「風。晴天。二十一日にお墓詣りいたしました。隆ちゃんが宇品を立つ二時二十分ごろ。きれいになっていて、ぐるりの林の中には山つつじの薄紫の花が満開です。山々はどこもつつじの花盛り。賑やかです。その花を折りとってお墓に飾りました。只道が実にけわしくてね。岩根とごしき山をのぼり、まるで「平家物語」よ。お母さんだってあぶなくいらっしゃる。山から雨のとき水がどうどう流れ下る、その溝や洗い出された岩が、つまり道ということにして使われているのですから。ですから年々ひどくなるのです。去年より又ずっと足場わるくなって居ります。
きっとこれが島田からは一番しまいの手紙でしょう。立つ前もう一度お墓詣りいたしましょう。きょうは二十三日。あと四日。一日がせわしくて短くて、そして無限に永い。こういう妙な日々。ではね。

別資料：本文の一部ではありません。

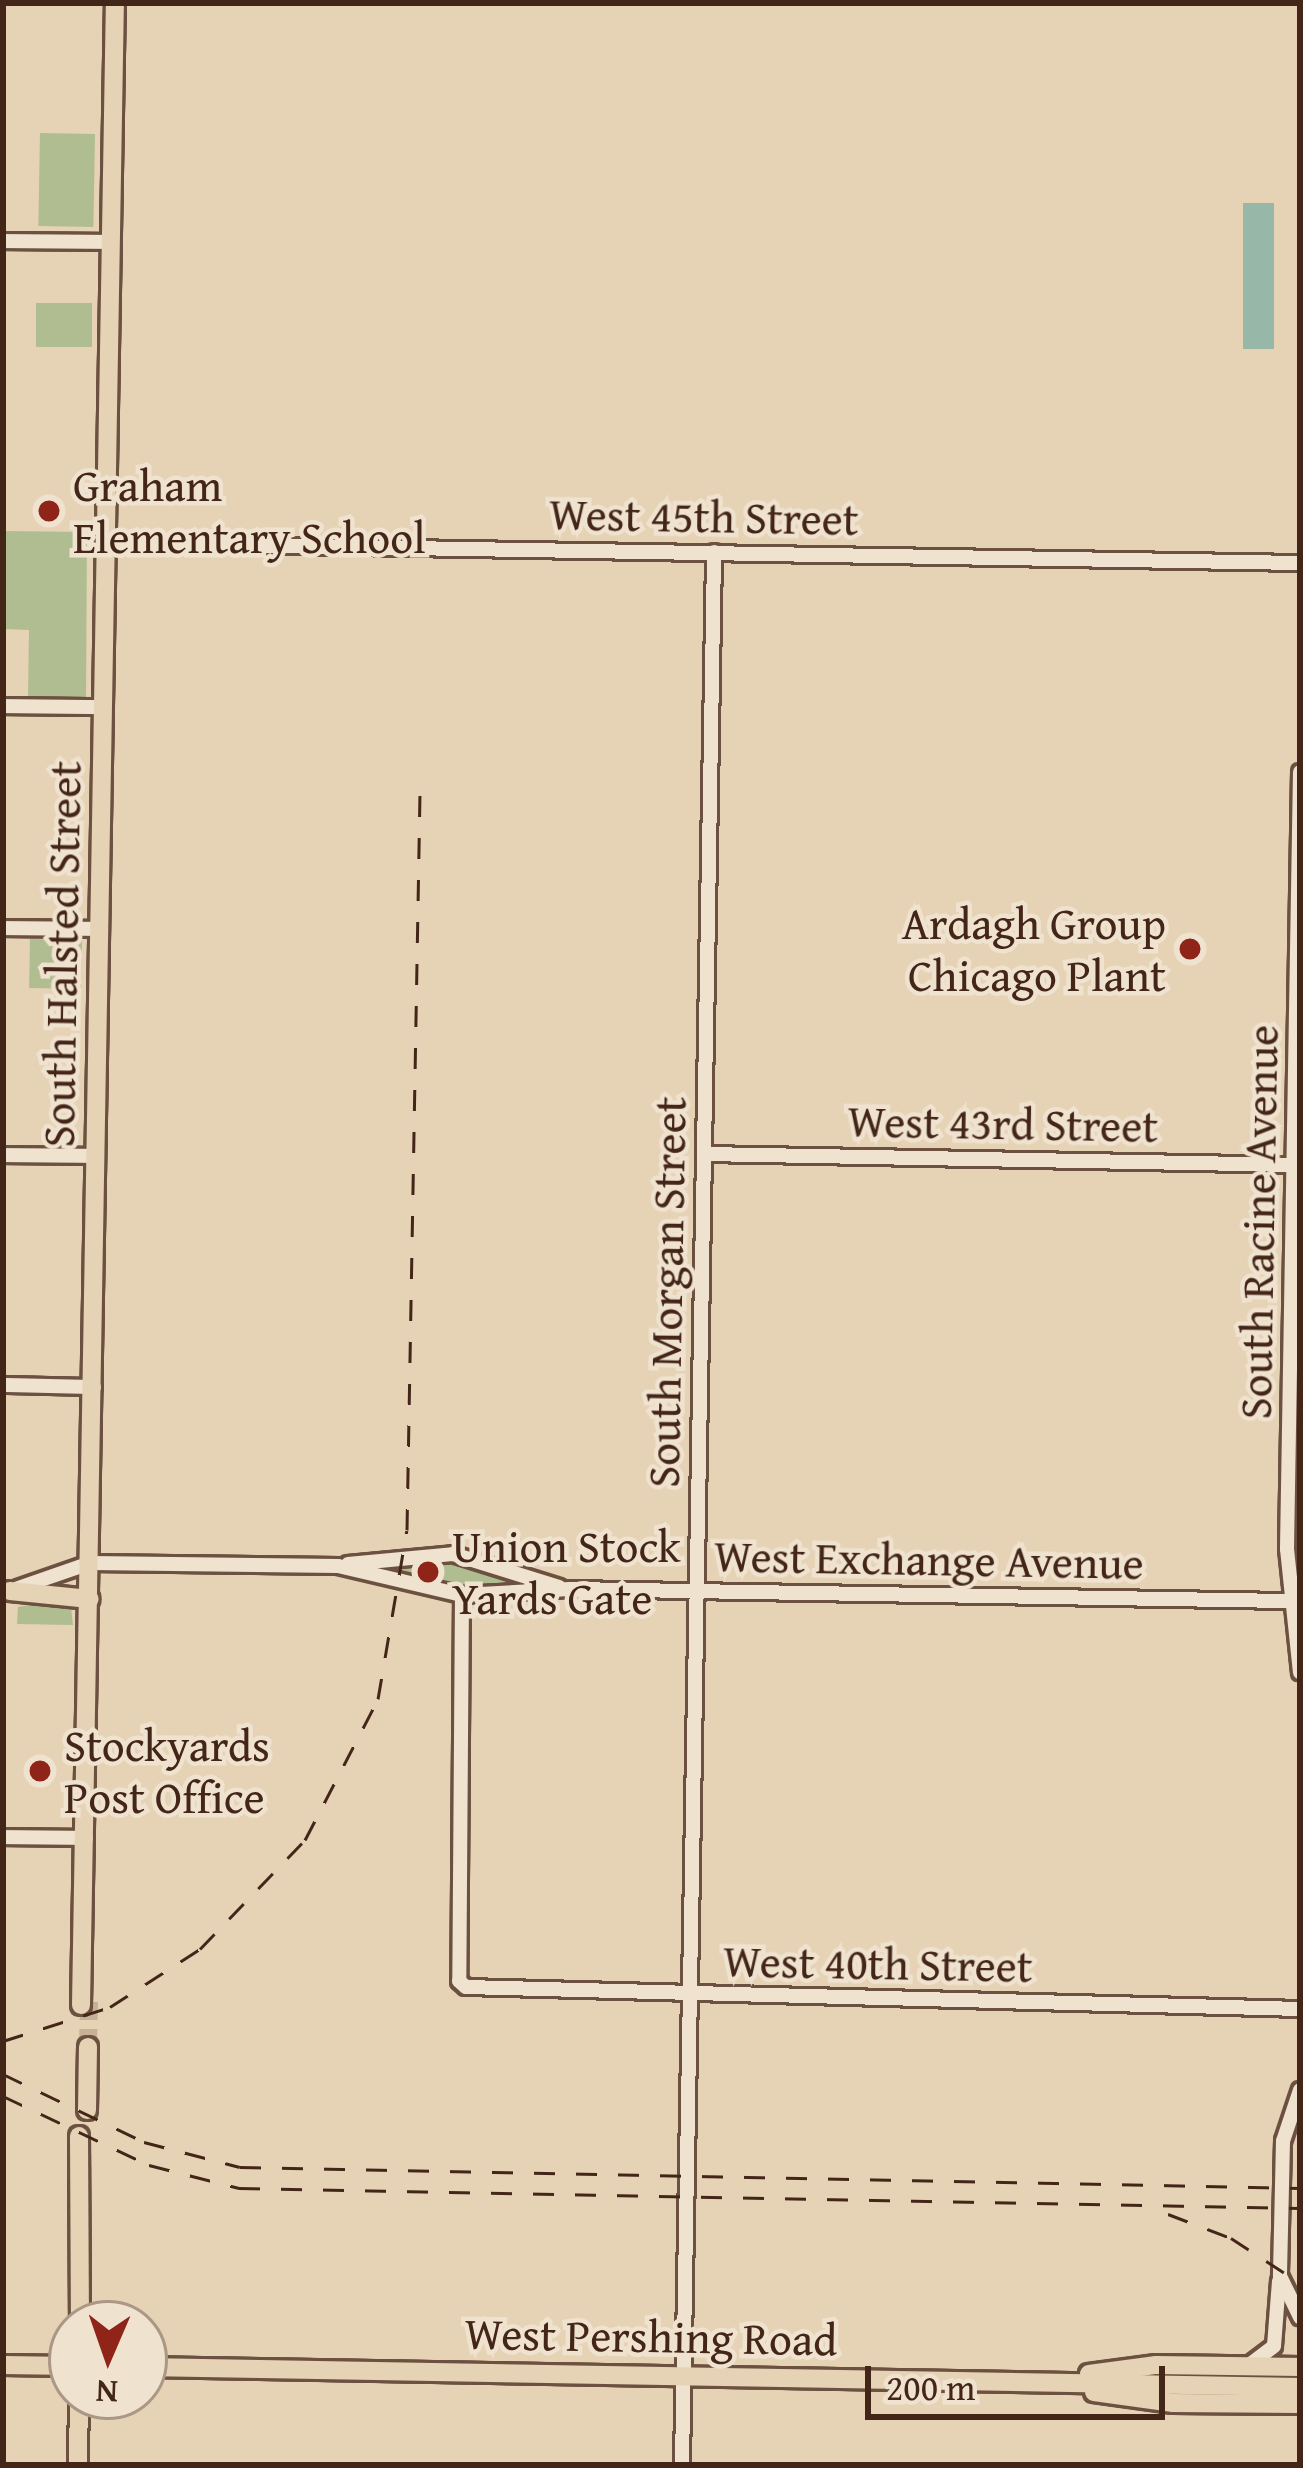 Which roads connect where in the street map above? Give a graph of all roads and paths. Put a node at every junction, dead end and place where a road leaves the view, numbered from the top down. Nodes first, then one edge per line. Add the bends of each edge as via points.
1 (115, 3) edge
2 (3, 241) edge
3 (112, 242) junction
4 (107, 543) junction
5 (714, 552) junction
6 (1300, 562) edge
7 (3, 706) edge
8 (104, 707) junction
9 (1300, 772) edge
10 (3, 928) edge
11 (101, 929) junction
12 (704, 1154) junction
13 (3, 1155) edge
14 (97, 1156) junction
15 (1297, 1165) edge
16 (1296, 1372) edge
17 (3, 1385) edge
18 (94, 1387) junction
19 (90, 1563) junction
20 (338, 1566) junction
21 (570, 1589) junction
22 (6, 1592) edge
23 (698, 1592) junction
24 (462, 1595) junction
25 (90, 1599) junction
26 (1288, 1600) junction
27 (1300, 1672) edge
28 (3, 1837) edge
29 (86, 1838) junction
30 (690, 1996) junction
31 (85, 2003) tunnel mouth
32 (1300, 2009) edge
33 (84, 2049) tunnel mouth
34 (1300, 2090) edge
35 (83, 2108) dead end
36 (83, 2138) dead end
37 (1280, 2276) junction
38 (80, 2300) edge
39 (1300, 2317) edge
40 (3, 2365) edge
41 (48, 2366) edge
42 (1246, 2366) junction
43 (168, 2367) edge
44 (1300, 2367) edge
45 (683, 2375) junction
46 (1018, 2381) junction
47 (1294, 2387) edge
48 (1300, 2404) edge
49 (79, 2420) edge
50 (78, 2465) edge
51 (682, 2465) edge

1 - 3 main road, South Halsted Street
2 - 3 street
3 - 4 main road, South Halsted Street
4 - 5 street, West 45th Street
4 - 8 main road, South Halsted Street
5 - 6 street, West 45th Street
5 - 12 street, South Morgan Street
7 - 8 street
8 - 11 main road, South Halsted Street
9 - 15 street, South Racine Avenue
10 - 11 street
11 - 14 main road, South Halsted Street
12 - 15 street, West 43rd Street
12 - 23 street, South Morgan Street
13 - 14 street
14 - 18 main road, South Halsted Street
15 - 16 street, South Racine Avenue
16 - 26 street, South Racine Avenue
17 - 18 street
18 - 19 main road, South Halsted Street
19 - 20 street, West Exchange Avenue
19 - 22 street, West Exchange Avenue
19 - 25 main road, South Halsted Street
20 - 21 street, West Exchange Avenue via 453,1554
20 - 24 street, West Exchange Avenue
21 - 23 street, West Exchange Avenue
21 - 24 street, West Exchange Avenue
22 - 25 main road
23 - 26 street, West Exchange Avenue
23 - 30 street, South Morgan Street
24 - 30 street, West 40th Street via 459,1981 477,1993
25 - 29 main road, South Halsted Street
26 - 27 street, South Racine Avenue
28 - 29 street
29 - 31 main road, South Halsted Street
30 - 32 street, West 40th Street
30 - 45 street, South Morgan Street
33 - 35 main road
34 - 37 street via 1283,2141
36 - 38 main road
37 - 39 street
37 - 42 street via 1274,2347
40 - 41 main road
42 - 44 main road
42 - 46 main road via 1156,2365
43 - 45 main road, West Pershing Road
45 - 46 main road, West Pershing Road
45 - 51 street, South Morgan Street
46 - 47 main road, West Pershing Road
46 - 48 main road via 1173,2403
49 - 50 main road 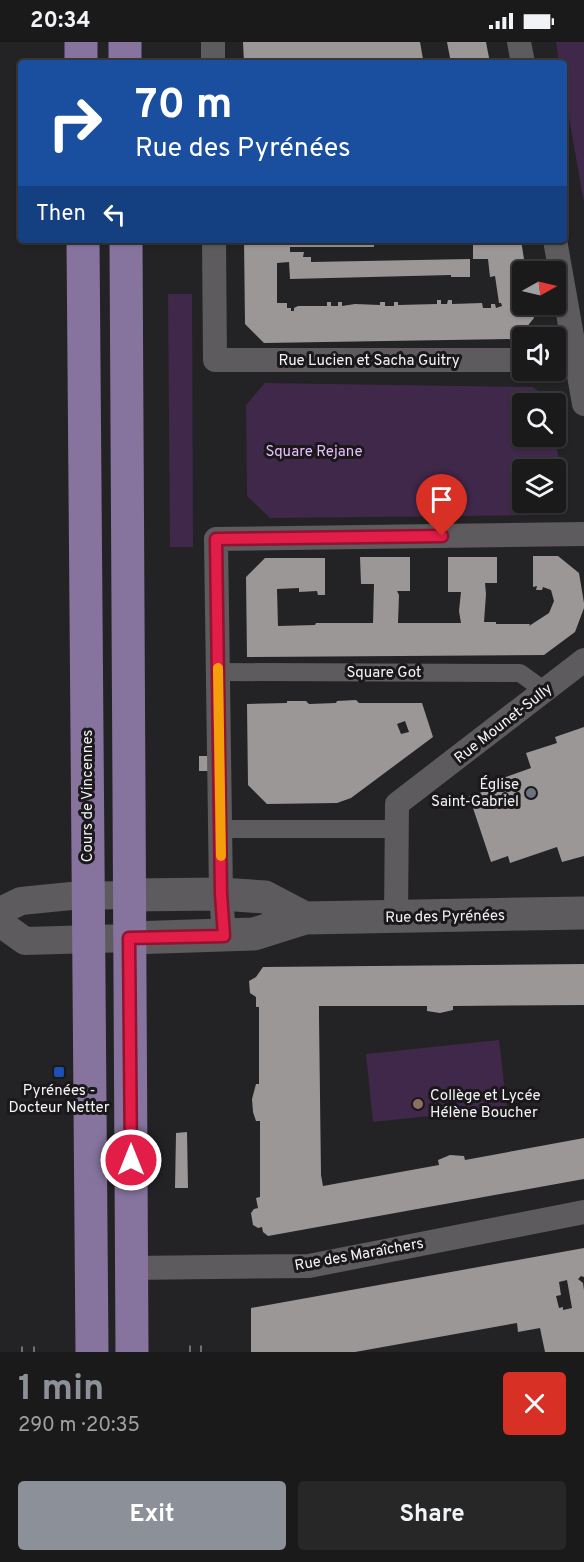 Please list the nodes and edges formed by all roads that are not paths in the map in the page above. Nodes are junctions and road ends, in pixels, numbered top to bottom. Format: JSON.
{"nodes":[{"id":1,"x":81,"y":42,"type":"edge"},
{"id":2,"x":125,"y":42,"type":"edge"},
{"id":3,"x":213,"y":42,"type":"edge"},
{"id":4,"x":519,"y":42,"type":"edge"},
{"id":5,"x":81,"y":60,"type":"edge"},
{"id":6,"x":125,"y":60,"type":"edge"},
{"id":7,"x":213,"y":60,"type":"edge"},
{"id":8,"x":522,"y":60,"type":"edge"},
{"id":9,"x":82,"y":243,"type":"edge"},
{"id":10,"x":126,"y":243,"type":"edge"},
{"id":11,"x":214,"y":243,"type":"edge"},
{"id":12,"x":555,"y":243,"type":"edge"},
{"id":13,"x":563,"y":327,"type":"edge"},
{"id":14,"x":512,"y":360,"type":"edge"},
{"id":15,"x":566,"y":360,"type":"edge"},
{"id":16,"x":584,"y":404,"type":"edge"},
{"id":17,"x":584,"y":534,"type":"edge"},
{"id":18,"x":584,"y":660,"type":"edge"},
{"id":19,"x":218,"y":672,"type":"junction"},
{"id":20,"x":544,"y":691,"type":"junction"},
{"id":21,"x":220,"y":829,"type":"junction"},
{"id":22,"x":396,"y":829,"type":"junction"},
{"id":23,"x":221,"y":894,"type":"junction"},
{"id":24,"x":88,"y":896,"type":"junction"},
{"id":25,"x":129,"y":896,"type":"junction"},
{"id":26,"x":0,"y":911,"type":"edge"},
{"id":27,"x":584,"y":913,"type":"edge"},
{"id":28,"x":396,"y":917,"type":"junction"},
{"id":29,"x":305,"y":918,"type":"junction"},
{"id":30,"x":0,"y":923,"type":"edge"},
{"id":31,"x":224,"y":936,"type":"junction"},
{"id":32,"x":129,"y":938,"type":"junction"},
{"id":33,"x":88,"y":939,"type":"junction"},
{"id":34,"x":584,"y":1212,"type":"edge"},
{"id":35,"x":131,"y":1268,"type":"junction"},
{"id":36,"x":92,"y":1352,"type":"edge"},
{"id":37,"x":132,"y":1352,"type":"edge"}],
"edges":[{"from":1,"to":5,"type":"main road"},
{"from":2,"to":6,"type":"main road"},
{"from":3,"to":7,"type":"street"},
{"from":4,"to":8,"type":"street"},
{"from":9,"to":24,"type":"main road","name":"Cours de Vincennes"},
{"from":10,"to":25,"type":"main road"},
{"from":11,"to":14,"type":"street","name":"Rue Lucien et Sacha Guitry"},
{"from":12,"to":13,"type":"street"},
{"from":15,"to":16,"type":"street"},
{"from":17,"to":19,"type":"street"},
{"from":18,"to":20,"type":"street","name":"Rue Mounet-Sully"},
{"from":19,"to":20,"type":"street","name":"Square Got"},
{"from":19,"to":21,"type":"street"},
{"from":20,"to":22,"type":"street","name":"Rue Mounet-Sully"},
{"from":21,"to":22,"type":"street"},
{"from":21,"to":23,"type":"street"},
{"from":22,"to":28,"type":"street","name":"Rue Mounet-Sully"},
{"from":23,"to":25,"type":"main road","name":"Rue des Pyrénées"},
{"from":23,"to":29,"type":"main road","name":"Rue des Pyrénées"},
{"from":23,"to":31,"type":"street"},
{"from":24,"to":25,"type":"street"},
{"from":24,"to":26,"type":"street"},
{"from":24,"to":33,"type":"main road","name":"Cours de Vincennes"},
{"from":25,"to":32,"type":"main road"},
{"from":27,"to":28,"type":"main road","name":"Rue des Pyrénées"},
{"from":28,"to":29,"type":"main road","name":"Rue des Pyrénées"},
{"from":29,"to":31,"type":"main road","name":"Rue des Pyrénées"},
{"from":30,"to":33,"type":"street"},
{"from":31,"to":32,"type":"main road","name":"Rue des Pyrénées"},
{"from":32,"to":33,"type":"street"},
{"from":32,"to":35,"type":"main road"},
{"from":33,"to":36,"type":"main road","name":"Cours de Vincennes"},
{"from":34,"to":35,"type":"street","name":"Rue des Maraîchers"},
{"from":35,"to":37,"type":"main road"}]}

四月二十九日 〔巣鴨拘置所の顕治宛 日光中禅寺湖歌ヶ浜のいづみや旅館より(男体山の絵はがき)〕
なかなか珍しい組み合わせで且つ珍しい小旅行です。只今湖畔の古風な宿の広縁で椅子にかけ小テーブルでこれをかいて居ります。きょうは一日ふらりふらりと歩いて、湖の静かな眺めがなかなかようございます、建築を二度見に来ようとは思わないが、自然はよい、又季節がちがったらどうだろうか、と思わせます。明日は湯元まで四五十分ドライヴしてお湯にも入り、高山の景色もお目にかけて夕刻かえります。山影が湖面に面白い変化を与えて居ます。
五月四日 〔巣鴨拘置所の顕治宛 目白より(封書)〕
四月二十三日 第三十五信
野原の小母さままだいらっしゃらない。二階で勉強していると、お母さんが上っていらして、これをお土産にどうだろうと、女のつかう胸からかける前かけをおひろげになった。純綿だが、と。ああこれは大変いい思いつきで皆よろこびます。咲枝、寿江、ひさ、みんな一枚ずつ頂くことになりました。一枚、1.30。東京に木綿のはなくて皆ほとほと閉口していますから。お母さんおみやげを心配なさるから、こちらの例のいりこ(これは決して東京では手に入りません)、ういろう(太郎と目白に下さる由)、それにこのかっぽう着。なかなかやっぱり気づかわれます。でもまあこれもいいでしょう。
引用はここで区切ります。